I guess a Dyson sphere, probably would be constructed by robots of some sort.

>Dyson sphere
not around earth
not around the sun
not around the solar system
not around the galaxies supermassive black hole
but around the entire universe

Why doesn't USA have the tallest building in the world anymore? Oh yeah, they're all retarded fucks who reject math and science while complaining about white genocide and fluidity.

The cost is of a skyscraper goes up exponentially after the 50th or so story.

We're all about money here in murrica.

We can make more off 3 smaller buildings with the same total square foot than 1 big one.

>implying your can build faster than the speed of light.

once its wide enough to withstand the maximum windspeeds recorded/inflated for climate change, theres no real limit to its size because after a certain point weight stops being a problem as it leaves the atmosphere.

This would collapse in on it's own gravity long before it could become even remotely possible (which it can't) not enough matter.

>We're all about money here in murrica.
True, not about honor or achievements or showoff etc anymore. Only asia and maybe ru care about that nowadays. Thanks jews

naw, if we speak man-made structures, I'd say a dyson swarm.
Ofc this would just be billions, if not trillions of city-sized satellite habitats.
If we speak about structurally connected constructions, A ringworld comes to mind, but the high orbital velocity it would need to spin on, to generate 1g of centrifugal force, makes this improbable.

I guess the most reasonable construction would be just 2 rows of rings, orbiting at zero g, with tube-shaped, rotating habitats in between, forming something like a "ring-ladder-world", if you imagine it.
There is an actual name for such a structure, but it currently escapes me.

>they're retarded and reject science
>only nation in history to land on the moon or even come close

umad

He was talking about USA, not russia.

well a space elevator would have to reach beyond geostationary orbit (which is 22,236 miles above sea level) with its counterweight
and right now, we have no material capable of withstanding the tension it would require, so until we invent it, no one knows

because having the tallest building has long ceased to be an actual achievement.
If anything, it's comparable to people posting their gaming profiles, to establish who has the biggest e-peen.

tall builds do not necessarily represent the top notch in industrial capacity, and given that the U.S. has long ceased to persue prestige objects in a isolationistic manner, international efforts to send rovers / people to mars and other celestial bodies, are currently the state of the art of human technology.

Ofc, it's not completely devoid of an ironic spin of history, that our first habitats on other planets might be constructed in actual caves (volcanic tunnels on the moon / mars), following the footsteps of our oldest ancestors.

surely we could just increase its footprint though, assuming amount of material wasnt a problem.

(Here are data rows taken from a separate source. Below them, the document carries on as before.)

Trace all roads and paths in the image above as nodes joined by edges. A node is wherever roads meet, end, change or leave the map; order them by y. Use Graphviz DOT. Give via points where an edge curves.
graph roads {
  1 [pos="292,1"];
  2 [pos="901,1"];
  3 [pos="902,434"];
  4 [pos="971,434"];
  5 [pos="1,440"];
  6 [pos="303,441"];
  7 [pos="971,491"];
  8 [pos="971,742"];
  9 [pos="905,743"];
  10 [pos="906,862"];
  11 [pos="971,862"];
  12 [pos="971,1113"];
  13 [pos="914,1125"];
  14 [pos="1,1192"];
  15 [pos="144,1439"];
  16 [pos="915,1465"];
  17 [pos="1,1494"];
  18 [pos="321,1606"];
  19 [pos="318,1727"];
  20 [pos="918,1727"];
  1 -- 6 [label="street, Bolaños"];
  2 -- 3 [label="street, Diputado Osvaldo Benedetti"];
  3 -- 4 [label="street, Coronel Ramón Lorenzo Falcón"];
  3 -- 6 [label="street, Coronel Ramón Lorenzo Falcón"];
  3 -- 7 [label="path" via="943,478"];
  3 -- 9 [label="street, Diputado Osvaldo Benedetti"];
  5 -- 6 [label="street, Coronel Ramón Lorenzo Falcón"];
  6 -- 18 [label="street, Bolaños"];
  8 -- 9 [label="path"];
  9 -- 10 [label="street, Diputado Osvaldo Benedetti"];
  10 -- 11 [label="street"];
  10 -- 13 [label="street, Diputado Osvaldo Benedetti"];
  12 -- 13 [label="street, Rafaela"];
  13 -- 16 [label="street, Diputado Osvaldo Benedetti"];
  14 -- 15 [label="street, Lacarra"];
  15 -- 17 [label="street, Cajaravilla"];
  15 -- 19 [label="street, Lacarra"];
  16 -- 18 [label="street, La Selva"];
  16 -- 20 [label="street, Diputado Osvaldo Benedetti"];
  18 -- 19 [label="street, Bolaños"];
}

>they're retarded and reject science
>only nation in history to land on the moon or even come close

the american never ceases to look ignorant

the architecture world has pivoted from tall buildings to unlikely shaped buildings/over hanging parts etc. Thats what sells at the moment.

This is why people say the american education system is one of the most flawed in the world.

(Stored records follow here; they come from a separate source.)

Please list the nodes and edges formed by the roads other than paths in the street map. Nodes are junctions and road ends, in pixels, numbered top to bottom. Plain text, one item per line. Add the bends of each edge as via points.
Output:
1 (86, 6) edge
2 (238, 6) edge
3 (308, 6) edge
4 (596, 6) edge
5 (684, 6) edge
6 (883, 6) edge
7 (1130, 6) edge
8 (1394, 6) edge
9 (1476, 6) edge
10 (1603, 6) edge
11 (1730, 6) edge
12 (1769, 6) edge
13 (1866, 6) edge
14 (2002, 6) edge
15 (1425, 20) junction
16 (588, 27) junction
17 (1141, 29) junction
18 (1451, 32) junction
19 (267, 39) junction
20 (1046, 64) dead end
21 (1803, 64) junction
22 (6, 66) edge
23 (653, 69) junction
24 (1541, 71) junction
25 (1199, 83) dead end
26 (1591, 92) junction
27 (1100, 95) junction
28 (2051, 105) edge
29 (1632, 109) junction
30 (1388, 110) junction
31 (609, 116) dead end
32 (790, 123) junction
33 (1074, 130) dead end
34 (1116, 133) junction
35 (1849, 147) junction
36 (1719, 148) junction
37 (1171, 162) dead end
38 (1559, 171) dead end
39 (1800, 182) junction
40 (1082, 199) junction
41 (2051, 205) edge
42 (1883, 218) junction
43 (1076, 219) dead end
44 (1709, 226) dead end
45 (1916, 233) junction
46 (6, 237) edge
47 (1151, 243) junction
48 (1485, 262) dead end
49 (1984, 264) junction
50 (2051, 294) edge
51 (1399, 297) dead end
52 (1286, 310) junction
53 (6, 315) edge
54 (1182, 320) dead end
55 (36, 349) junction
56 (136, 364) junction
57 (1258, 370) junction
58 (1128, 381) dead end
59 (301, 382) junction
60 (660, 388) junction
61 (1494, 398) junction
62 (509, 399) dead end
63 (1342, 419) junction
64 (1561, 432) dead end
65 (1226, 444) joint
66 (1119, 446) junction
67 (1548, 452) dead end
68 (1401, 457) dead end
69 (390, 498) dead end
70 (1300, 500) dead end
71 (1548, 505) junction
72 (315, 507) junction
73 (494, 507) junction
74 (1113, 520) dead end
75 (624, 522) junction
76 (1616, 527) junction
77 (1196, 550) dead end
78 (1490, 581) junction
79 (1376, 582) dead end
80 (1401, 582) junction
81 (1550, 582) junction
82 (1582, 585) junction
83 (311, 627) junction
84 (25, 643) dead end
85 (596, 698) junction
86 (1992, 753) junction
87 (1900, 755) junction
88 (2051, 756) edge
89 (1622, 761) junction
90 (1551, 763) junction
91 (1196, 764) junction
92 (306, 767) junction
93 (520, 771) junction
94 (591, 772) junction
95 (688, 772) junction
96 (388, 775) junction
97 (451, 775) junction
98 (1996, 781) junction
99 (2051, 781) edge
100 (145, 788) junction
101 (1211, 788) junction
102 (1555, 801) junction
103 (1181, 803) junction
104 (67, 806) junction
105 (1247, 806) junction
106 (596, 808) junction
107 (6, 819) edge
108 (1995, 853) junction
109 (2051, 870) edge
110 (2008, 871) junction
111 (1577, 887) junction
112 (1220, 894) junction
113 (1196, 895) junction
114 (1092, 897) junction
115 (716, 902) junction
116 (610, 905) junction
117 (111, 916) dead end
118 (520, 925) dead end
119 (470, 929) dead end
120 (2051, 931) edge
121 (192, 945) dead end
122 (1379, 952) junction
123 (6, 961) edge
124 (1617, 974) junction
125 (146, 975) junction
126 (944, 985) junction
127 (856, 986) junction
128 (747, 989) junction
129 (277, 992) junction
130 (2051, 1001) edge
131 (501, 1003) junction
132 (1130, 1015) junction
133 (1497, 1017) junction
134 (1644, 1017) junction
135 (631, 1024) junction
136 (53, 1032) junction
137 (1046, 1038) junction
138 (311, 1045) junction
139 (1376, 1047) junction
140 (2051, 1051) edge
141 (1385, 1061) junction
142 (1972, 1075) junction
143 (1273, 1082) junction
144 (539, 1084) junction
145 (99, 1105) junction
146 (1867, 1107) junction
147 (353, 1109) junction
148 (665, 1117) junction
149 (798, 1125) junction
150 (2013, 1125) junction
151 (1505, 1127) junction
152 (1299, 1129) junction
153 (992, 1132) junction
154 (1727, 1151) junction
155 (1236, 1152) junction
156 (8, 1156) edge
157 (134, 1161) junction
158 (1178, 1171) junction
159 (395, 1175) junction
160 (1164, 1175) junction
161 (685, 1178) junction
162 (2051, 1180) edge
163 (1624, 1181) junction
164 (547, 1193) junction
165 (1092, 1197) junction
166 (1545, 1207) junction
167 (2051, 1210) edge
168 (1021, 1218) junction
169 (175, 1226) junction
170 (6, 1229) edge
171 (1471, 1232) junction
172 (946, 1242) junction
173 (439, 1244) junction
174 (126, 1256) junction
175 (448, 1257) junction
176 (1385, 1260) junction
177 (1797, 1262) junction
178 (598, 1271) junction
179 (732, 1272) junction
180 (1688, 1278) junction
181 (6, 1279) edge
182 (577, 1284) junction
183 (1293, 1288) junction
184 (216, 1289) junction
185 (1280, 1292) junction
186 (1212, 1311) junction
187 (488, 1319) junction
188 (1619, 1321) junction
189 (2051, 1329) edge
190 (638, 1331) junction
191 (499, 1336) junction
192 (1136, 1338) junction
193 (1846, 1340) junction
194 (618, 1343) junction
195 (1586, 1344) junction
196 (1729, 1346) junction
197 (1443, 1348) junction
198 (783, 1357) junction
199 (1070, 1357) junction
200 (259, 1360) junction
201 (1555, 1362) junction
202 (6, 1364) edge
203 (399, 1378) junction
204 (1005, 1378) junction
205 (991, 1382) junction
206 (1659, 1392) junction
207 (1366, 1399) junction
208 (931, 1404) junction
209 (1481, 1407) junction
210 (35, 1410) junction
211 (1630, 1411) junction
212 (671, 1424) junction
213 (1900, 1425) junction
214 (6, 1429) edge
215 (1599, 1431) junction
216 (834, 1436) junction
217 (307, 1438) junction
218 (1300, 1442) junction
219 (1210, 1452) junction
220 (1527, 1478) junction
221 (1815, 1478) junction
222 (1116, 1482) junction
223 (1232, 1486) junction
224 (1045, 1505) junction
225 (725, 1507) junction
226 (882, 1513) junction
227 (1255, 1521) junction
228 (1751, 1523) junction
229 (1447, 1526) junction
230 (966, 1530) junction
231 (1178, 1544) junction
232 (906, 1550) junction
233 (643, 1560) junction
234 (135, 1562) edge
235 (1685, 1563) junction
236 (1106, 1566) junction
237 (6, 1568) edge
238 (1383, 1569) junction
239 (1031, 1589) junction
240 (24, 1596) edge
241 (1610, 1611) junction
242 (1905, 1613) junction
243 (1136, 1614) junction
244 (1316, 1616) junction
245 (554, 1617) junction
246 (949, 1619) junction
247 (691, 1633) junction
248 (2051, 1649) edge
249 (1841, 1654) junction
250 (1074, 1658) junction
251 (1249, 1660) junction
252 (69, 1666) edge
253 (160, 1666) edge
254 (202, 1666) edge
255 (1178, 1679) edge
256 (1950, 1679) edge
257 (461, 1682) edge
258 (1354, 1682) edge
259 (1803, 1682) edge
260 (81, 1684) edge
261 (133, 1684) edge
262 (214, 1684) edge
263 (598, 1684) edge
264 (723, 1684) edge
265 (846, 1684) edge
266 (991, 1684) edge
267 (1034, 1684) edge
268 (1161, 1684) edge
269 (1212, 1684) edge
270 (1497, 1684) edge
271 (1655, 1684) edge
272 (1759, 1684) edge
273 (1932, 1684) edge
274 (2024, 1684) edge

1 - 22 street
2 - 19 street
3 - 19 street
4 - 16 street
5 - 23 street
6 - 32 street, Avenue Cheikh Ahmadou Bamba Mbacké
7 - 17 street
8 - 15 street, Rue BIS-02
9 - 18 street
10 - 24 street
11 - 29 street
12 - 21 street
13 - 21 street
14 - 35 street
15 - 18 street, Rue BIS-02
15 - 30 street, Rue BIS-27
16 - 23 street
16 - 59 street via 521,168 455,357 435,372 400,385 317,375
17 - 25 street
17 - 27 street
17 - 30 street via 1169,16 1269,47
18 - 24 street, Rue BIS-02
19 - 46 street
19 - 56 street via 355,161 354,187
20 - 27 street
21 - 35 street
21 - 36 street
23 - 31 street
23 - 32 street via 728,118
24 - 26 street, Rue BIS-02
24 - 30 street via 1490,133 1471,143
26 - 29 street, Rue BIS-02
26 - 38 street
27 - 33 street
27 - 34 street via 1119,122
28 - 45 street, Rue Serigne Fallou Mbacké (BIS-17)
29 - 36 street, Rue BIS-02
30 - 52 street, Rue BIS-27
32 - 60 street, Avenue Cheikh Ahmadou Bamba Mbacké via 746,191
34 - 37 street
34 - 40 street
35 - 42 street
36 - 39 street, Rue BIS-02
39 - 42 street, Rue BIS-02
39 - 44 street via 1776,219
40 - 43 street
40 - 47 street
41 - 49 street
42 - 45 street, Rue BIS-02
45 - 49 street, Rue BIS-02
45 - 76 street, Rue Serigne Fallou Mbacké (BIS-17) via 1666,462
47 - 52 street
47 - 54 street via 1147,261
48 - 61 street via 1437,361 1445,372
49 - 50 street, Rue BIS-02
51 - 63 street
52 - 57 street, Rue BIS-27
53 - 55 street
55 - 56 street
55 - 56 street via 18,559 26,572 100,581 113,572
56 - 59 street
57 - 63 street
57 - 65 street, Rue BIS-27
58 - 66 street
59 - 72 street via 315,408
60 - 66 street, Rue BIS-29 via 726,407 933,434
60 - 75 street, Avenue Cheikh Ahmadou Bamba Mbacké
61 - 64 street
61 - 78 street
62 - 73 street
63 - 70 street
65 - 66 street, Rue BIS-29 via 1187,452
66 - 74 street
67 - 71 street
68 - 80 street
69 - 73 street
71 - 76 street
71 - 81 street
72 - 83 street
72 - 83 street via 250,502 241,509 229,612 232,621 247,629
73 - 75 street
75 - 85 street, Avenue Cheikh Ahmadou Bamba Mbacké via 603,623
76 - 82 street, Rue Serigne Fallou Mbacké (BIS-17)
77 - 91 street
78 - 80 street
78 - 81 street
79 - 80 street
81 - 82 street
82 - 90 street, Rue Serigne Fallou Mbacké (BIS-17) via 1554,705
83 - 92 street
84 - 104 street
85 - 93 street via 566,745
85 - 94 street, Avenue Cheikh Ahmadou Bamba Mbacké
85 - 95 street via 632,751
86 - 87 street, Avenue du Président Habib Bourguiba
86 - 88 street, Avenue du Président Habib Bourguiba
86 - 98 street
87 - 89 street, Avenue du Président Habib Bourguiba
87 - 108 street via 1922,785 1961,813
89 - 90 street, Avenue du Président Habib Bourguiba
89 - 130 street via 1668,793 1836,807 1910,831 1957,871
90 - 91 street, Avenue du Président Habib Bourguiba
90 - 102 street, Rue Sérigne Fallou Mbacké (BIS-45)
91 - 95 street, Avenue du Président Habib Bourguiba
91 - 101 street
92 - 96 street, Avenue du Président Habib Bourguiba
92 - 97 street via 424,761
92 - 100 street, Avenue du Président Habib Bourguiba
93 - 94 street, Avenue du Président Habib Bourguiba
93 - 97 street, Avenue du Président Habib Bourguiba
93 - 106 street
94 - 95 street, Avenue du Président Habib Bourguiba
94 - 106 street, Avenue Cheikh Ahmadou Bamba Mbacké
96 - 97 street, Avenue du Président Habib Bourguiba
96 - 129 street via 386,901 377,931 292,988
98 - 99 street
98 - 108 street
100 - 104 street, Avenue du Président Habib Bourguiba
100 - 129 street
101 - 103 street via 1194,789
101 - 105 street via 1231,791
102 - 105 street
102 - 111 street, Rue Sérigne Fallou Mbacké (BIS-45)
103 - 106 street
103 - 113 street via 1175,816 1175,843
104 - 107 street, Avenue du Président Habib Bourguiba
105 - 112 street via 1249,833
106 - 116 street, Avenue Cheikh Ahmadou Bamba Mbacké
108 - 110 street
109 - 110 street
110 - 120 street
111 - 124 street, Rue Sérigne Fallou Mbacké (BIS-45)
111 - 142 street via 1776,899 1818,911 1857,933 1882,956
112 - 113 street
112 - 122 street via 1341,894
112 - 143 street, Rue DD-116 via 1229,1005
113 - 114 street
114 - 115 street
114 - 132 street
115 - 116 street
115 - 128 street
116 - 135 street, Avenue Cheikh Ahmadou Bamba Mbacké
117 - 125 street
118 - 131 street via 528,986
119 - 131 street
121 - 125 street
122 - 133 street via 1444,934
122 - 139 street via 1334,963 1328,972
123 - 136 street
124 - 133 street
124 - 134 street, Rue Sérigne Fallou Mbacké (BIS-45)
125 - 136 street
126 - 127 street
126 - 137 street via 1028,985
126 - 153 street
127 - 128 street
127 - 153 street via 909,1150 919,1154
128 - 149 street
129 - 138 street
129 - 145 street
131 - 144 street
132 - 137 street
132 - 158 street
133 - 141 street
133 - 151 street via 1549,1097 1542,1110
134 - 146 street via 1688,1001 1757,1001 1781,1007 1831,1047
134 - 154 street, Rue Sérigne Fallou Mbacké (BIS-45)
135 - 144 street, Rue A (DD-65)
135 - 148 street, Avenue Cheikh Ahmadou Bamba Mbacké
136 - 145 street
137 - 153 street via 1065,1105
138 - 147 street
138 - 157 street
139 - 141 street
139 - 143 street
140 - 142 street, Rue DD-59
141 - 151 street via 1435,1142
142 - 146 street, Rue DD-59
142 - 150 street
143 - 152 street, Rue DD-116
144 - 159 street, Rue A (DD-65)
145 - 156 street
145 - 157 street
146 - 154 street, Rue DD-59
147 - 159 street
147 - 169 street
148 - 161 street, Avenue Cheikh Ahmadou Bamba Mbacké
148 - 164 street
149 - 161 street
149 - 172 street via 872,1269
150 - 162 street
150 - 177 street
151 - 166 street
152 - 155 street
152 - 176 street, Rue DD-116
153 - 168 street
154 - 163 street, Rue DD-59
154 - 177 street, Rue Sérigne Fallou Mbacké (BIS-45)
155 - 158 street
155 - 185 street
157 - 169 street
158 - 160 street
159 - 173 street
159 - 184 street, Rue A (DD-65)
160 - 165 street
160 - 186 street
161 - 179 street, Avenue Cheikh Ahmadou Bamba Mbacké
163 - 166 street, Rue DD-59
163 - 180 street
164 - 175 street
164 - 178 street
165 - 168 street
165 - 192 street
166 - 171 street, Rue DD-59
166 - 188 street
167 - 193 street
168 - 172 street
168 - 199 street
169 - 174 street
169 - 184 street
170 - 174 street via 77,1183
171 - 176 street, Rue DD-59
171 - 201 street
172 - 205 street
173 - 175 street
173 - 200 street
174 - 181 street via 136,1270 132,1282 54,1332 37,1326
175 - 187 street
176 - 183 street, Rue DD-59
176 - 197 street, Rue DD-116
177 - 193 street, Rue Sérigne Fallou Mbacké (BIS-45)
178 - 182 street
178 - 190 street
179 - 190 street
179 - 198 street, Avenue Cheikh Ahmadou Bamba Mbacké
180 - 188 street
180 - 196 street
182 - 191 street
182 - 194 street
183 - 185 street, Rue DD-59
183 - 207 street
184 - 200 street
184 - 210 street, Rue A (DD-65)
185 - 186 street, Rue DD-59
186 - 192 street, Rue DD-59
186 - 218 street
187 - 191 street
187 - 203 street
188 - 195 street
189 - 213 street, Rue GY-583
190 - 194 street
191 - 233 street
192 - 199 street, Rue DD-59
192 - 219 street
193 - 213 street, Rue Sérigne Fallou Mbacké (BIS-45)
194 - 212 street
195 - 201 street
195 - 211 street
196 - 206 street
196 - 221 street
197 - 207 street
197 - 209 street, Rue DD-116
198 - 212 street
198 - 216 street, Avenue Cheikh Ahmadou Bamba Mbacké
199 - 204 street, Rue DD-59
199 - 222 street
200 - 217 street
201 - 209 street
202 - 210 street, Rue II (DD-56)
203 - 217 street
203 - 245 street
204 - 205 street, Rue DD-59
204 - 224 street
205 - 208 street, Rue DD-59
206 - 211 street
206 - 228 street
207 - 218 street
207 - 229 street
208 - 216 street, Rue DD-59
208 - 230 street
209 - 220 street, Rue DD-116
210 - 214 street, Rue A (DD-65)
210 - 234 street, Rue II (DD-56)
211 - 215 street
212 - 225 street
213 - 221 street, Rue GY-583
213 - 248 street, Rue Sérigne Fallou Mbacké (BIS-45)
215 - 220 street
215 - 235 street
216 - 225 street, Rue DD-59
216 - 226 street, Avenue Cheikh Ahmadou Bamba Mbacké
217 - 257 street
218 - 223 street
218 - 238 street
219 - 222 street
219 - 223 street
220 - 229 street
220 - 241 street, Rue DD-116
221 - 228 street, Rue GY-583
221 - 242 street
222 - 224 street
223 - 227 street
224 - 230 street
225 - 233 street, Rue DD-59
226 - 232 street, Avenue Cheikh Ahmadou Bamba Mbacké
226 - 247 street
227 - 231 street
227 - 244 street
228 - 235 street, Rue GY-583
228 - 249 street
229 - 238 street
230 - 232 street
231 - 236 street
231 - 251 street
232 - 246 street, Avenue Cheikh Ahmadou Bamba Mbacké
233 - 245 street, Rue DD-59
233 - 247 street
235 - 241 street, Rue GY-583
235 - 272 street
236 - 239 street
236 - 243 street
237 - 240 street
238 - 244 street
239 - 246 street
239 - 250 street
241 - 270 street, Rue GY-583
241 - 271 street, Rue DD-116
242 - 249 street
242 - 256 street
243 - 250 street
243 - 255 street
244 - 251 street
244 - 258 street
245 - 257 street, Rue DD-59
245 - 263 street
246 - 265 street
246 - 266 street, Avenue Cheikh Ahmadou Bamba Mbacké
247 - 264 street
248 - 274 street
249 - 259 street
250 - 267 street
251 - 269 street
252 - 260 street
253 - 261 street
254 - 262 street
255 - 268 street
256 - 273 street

>and right now, we have no material capable of withstanding the tension it would require
this is true for earth, but on the moon, currently available carbon-nano-fibers far exceed the structural requirements.
And given that the moon is a potentially-interesting industrial area (Helium2-availability / low gravity, easing the economic strains on ship-construction), we might construct space-elevators there sooner than you might think.
In fact, if we ever establish serious economic routes troughout the solar system, the moon is a far more attractive spaceport for goods heading towards earth, than earth itself.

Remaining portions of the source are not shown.